*** Opening of Input ***
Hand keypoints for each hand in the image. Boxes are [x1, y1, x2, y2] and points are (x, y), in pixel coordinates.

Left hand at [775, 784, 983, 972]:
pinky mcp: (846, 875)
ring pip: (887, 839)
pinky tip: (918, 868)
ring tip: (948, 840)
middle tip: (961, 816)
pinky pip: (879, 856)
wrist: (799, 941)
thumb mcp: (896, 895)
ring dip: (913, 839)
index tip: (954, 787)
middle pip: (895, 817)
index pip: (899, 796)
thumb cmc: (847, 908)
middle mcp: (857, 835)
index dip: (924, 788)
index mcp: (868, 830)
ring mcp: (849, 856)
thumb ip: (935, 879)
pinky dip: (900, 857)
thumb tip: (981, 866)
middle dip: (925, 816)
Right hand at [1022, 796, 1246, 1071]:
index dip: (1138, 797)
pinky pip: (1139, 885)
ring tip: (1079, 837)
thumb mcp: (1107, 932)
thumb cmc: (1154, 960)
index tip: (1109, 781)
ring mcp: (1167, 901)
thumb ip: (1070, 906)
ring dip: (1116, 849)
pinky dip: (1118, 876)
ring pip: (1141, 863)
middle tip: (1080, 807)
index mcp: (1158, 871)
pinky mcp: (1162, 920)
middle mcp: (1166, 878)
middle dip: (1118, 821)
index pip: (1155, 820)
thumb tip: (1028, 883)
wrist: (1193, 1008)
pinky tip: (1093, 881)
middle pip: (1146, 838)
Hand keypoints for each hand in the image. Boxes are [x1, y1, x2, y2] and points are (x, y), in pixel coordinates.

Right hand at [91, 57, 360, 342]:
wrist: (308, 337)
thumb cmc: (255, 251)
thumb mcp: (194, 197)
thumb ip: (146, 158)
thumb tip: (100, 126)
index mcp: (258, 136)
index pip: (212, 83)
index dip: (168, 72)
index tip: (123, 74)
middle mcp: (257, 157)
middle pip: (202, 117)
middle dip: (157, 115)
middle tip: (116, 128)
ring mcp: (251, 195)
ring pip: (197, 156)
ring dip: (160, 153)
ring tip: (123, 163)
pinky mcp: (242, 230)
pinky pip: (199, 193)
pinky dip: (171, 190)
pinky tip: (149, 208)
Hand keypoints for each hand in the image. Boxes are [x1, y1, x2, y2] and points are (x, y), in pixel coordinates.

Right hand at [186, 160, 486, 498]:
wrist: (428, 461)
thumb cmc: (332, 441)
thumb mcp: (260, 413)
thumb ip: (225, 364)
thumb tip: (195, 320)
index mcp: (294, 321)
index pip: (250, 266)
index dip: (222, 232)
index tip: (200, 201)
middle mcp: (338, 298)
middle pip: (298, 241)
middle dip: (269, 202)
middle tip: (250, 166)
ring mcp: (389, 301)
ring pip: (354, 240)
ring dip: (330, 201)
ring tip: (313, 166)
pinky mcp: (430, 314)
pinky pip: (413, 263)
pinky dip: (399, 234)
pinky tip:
*** Close of Input ***
#### What the task asks
Search the entries for the word "hand", then copy every line in which it is found.

#### Exercise solution
Hand keypoints for each hand in the image. Boxes are [x1, y1, x2, y2] and points are (x, y), in pixel coordinates.
Left hand at [775, 784, 983, 972]:
Right hand at [1022, 796, 1246, 1071]:
Hand keypoints for each hand in the image. Boxes are [x1, y1, x2, y2] and points are (x, y), in pixel coordinates.
Right hand at [91, 57, 360, 342]:
Hand keypoints for each hand in the image. Boxes are [x1, y1, x2, y2] and points are (x, y), in pixel coordinates.
Right hand at [186, 160, 486, 498]:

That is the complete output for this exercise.